First, Cobb's statement that he "[doesn't] know what was said," is patently false as both of the incidents of potential juror misconduct were brought before the Circuit Court and both jurors were questioned.

During voir dire, counsel notified the Circuit Court that he had learned that a potential juror had contact with a witness. The Commonwealth's Attorney then explained that

[o]ne of the police officers approached us after lunch and said one of the potential jurors had approached he and another officer because they had keys locked in a car and requesting assistance to get into her car and also for a ride, but someone else ended up giving them a ride, and that was the extent of the contact. There was no discussion of the case. The officer did not know the name of the juror.
(Nov. 29, 2011 Tr. 60-61.) The Circuit Court explained that it was "not hearing any need" for an inquiry, but agreed to conduct whatever inquiry counsel thought necessary. (Nov. 29, 2011 Tr. 61-62.) The officer identified the potential juror and counsel asked her if "there [was] anything about your interaction with the officer that would cause you not to be able to give a fair or impartial decision in this case?" (Nov. 29, 2011 Tr. 79.) The potential juror explained:
No, I asked him if he could help me. He told me immediately that he was with the same case and that he felt uncomfortable giving me a ride. I said I'm going to the next-door restaurant to eat, and I got a ride back here with [another potential juror] actually. We said we didn't want to eat at the same restaurant so we wouldn't hear each other's discussions, and I let the jury coordinator know too, as soon as I got here.
(Nov. 29, 2011 Tr. 79-80.) Cobb's counsel did not move to strike this juror for cause.

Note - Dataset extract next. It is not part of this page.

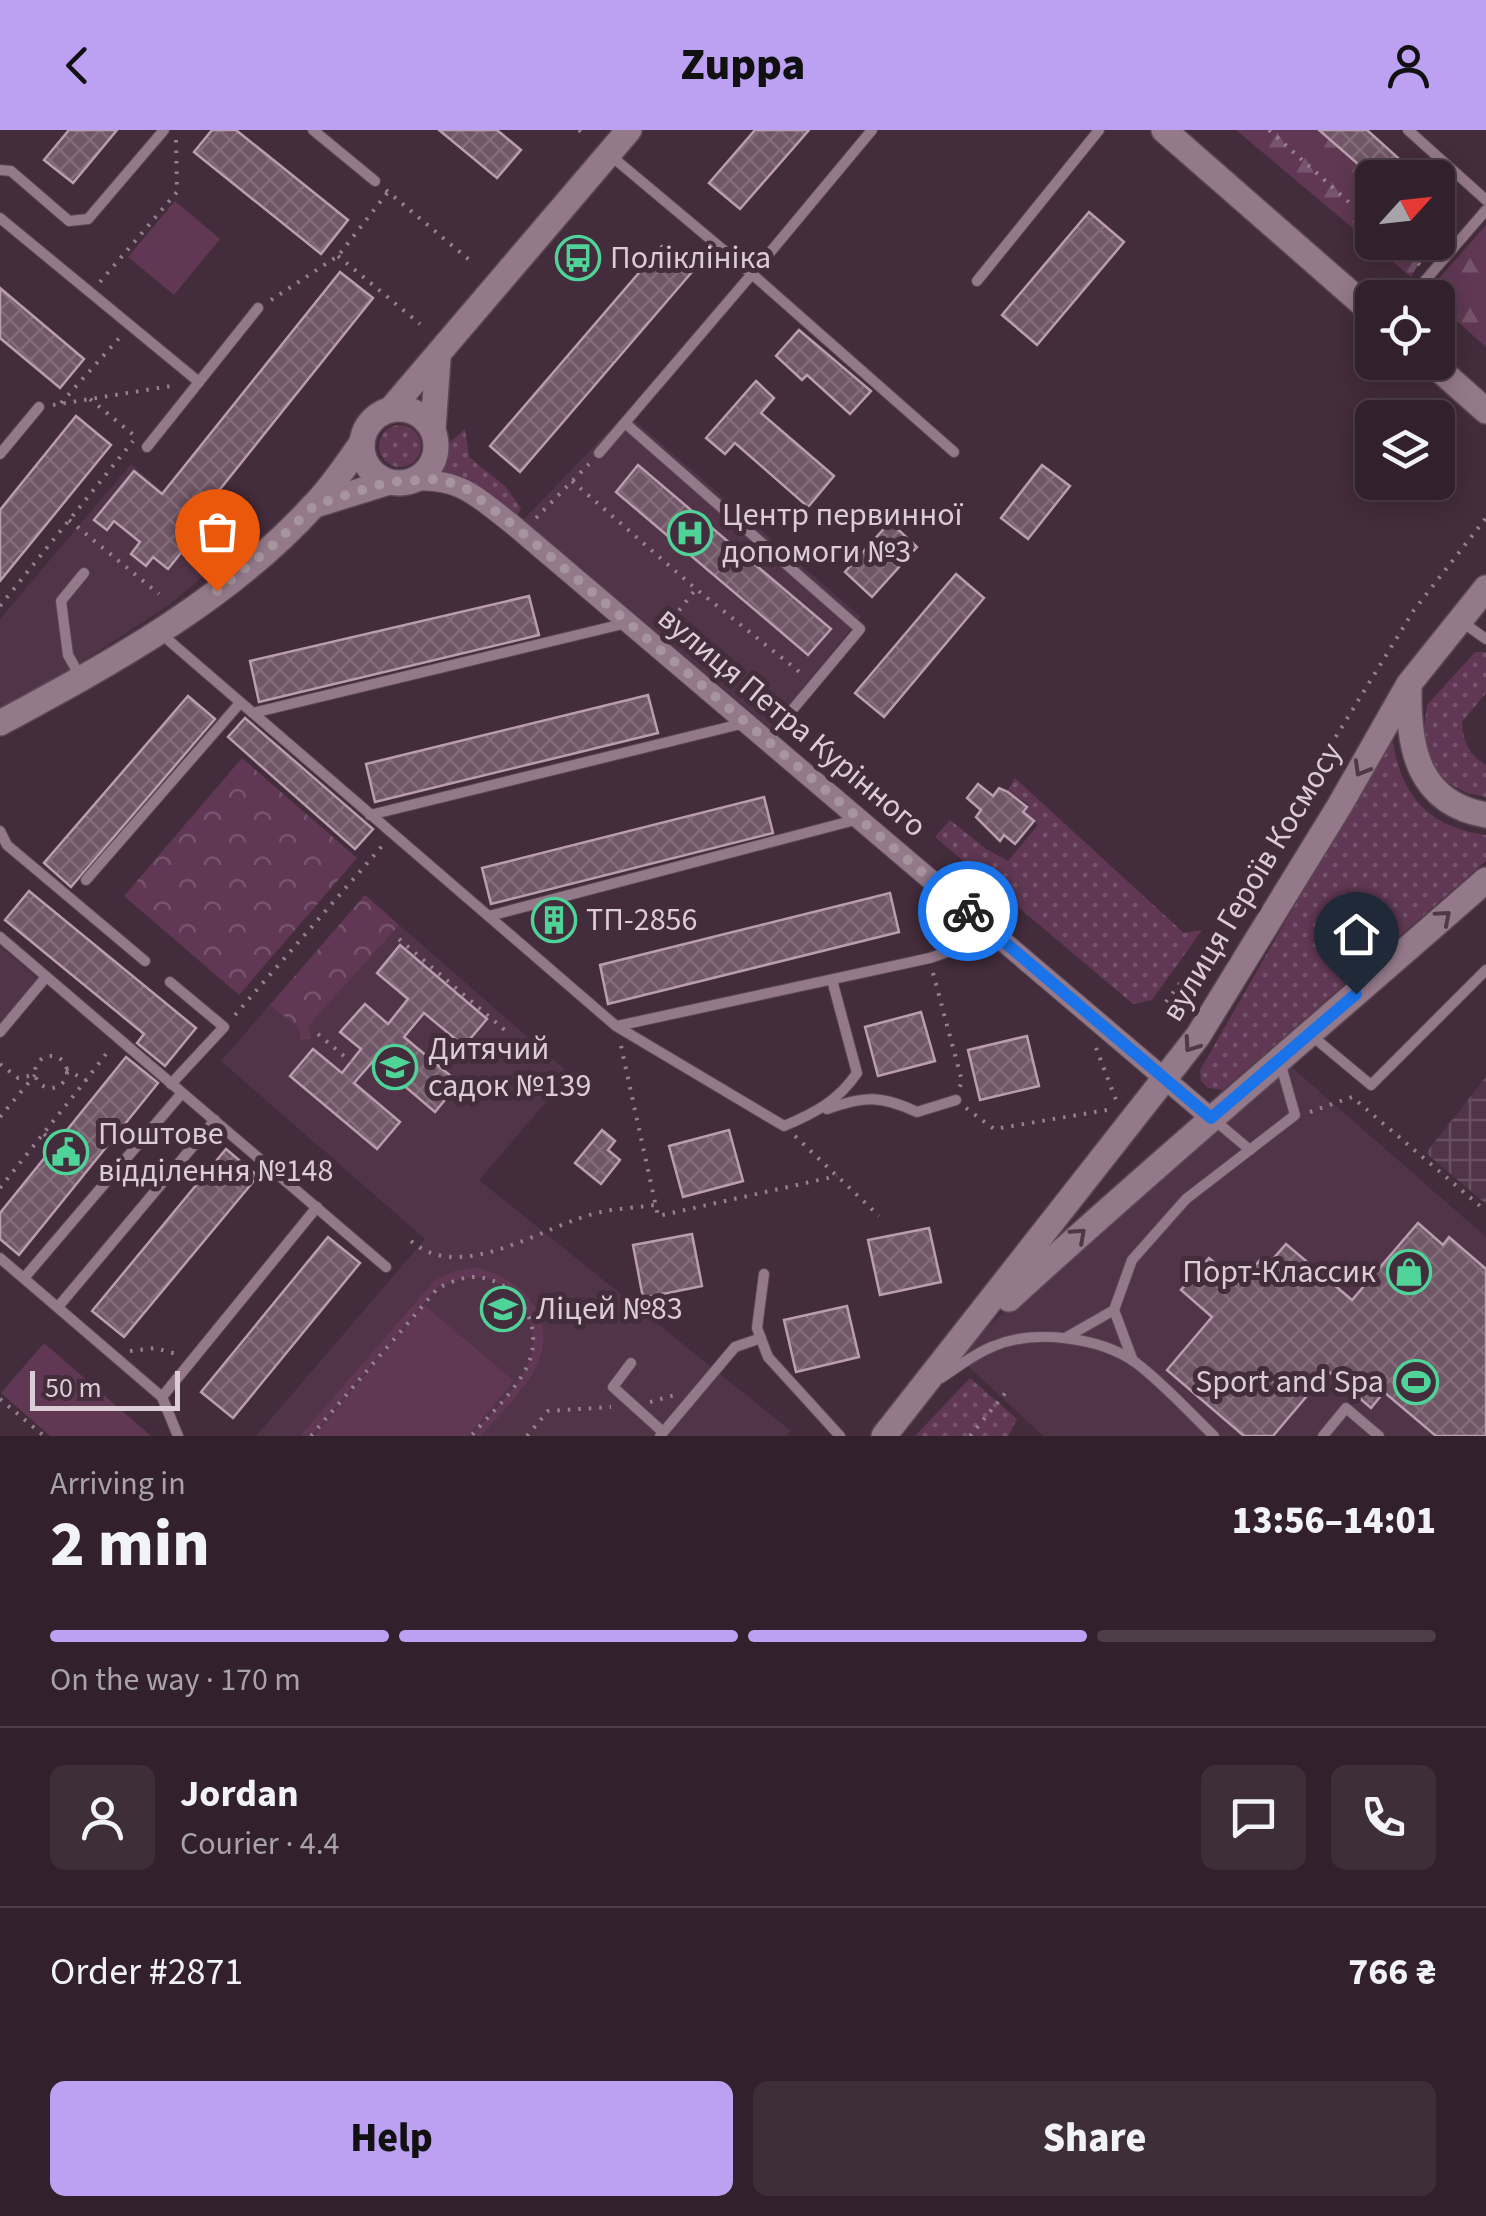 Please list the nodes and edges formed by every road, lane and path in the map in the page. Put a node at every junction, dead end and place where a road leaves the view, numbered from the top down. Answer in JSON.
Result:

Next, at the beginning of the fourth day of trial, the Court indicated that the "jury clerk has advised me that one of the jurors . . . has come to her and stated that she heard something on the news. All she heard was the name Cobb and text, and so she immediately left the room, and I don't see that as being a problem, but I would want to bring it to your attention." (Dec. 5, 2011 Tr. 3.) The Court decided to question the juror. (Dec. 5, 2011 Tr. 3-4.)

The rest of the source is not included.